The Group is a novel about women. Mothers figure in to a greater extent than fathers, with the exception of Mr. Andrews. Other male characters are secondary, a supporting cast of romantic interests and husbands. The prominent among them are not cast in the most favorable of lights: a callous seducer, an equivocating lover who cannot bring himself to make a final break with his estranged wife, a controlling and unfaithful husband, another husband, this one with a "mother-tie," who can only be aroused with "whores and fallen women." And it almost goes without saying they are often patronizing. Not an admirable bunch. Then, too, members of the group are not exactly paragons and exemplars. They are all too human, which the narration does not shrink from showing.

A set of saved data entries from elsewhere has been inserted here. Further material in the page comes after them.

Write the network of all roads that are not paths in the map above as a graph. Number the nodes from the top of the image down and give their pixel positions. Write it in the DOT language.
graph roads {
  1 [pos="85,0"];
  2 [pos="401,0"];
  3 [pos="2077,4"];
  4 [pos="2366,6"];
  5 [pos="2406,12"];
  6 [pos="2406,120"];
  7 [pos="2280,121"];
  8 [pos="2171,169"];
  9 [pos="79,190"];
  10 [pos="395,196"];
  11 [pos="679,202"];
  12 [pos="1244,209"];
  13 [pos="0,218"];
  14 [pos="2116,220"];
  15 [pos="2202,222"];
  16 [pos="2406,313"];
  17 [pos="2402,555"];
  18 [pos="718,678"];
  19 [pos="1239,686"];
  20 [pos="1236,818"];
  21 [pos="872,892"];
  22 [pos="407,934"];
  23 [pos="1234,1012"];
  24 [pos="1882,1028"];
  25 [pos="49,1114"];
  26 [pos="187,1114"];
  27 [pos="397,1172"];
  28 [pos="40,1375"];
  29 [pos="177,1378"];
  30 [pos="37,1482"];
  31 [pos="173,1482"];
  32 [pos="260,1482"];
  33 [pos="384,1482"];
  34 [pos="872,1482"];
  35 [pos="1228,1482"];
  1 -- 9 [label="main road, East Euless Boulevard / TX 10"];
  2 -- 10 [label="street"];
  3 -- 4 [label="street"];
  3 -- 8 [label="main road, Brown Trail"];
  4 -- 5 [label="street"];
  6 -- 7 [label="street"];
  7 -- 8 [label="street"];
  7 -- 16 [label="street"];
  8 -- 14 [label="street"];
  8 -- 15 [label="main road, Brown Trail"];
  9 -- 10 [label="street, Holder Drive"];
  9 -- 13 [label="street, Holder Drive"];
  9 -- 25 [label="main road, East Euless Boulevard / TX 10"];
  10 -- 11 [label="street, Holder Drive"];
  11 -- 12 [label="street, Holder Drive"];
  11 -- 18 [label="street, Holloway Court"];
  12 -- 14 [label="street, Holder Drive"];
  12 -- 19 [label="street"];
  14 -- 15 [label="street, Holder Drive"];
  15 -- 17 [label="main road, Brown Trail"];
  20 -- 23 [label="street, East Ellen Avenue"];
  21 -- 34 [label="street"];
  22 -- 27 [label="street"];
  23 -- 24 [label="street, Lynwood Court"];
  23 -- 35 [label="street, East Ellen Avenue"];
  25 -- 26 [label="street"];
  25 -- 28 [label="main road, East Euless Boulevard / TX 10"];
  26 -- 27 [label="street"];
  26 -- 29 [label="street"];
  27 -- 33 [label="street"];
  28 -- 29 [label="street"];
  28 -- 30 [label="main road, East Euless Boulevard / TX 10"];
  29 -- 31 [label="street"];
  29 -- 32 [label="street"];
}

Some of it is dated and quaintly amusing, for instance, the excitement about wonderful dishes that can be made from recipes calling for canned goods, references to Maxwell House as the good coffee, the innocent faith in the latest ideas about care of infants and psychoanalysis. Some narrative threads run longer than need be. On more than a few occasions the thoughts and actions of characters seemed unrealistic—would someone really say or do that?—until I reflected upon the wackiness of our own world and thought, well, maybe not so unrealistic after all. These quibbles are more than offset by humor and pathos as the friends navigate the treacherous deeps of life, often perilously alone despite the presence of friends, mothers, husbands, and lovers.


As often happens, the decision to read The Group at this time was the culmination of a fortuitous sequence of events. The Bergman documentary begat the Arendt film and that brought me to McCarthy, who I found to be an interesting character and a fine writer. The Group turned out to be as enjoyable and engaging as anything I have read in a while. I was unable to put it aside in the final chapters where the friends are brought back together by the funeral of one of their number. While they agree among themselves with the official verdict that the death was an accident, I came away with the sense that they could not dismiss a nagging fear that it may have been suicide, although this is not made explicit. Maybe I am reading something into it.


The ending is quite moving and the ending of the ending near superb as Lakey takes center stage for the first time, offering fresh insight into the group in their college days and messing with the head of an unsavory character who is served up his just deserts in delicious fashion.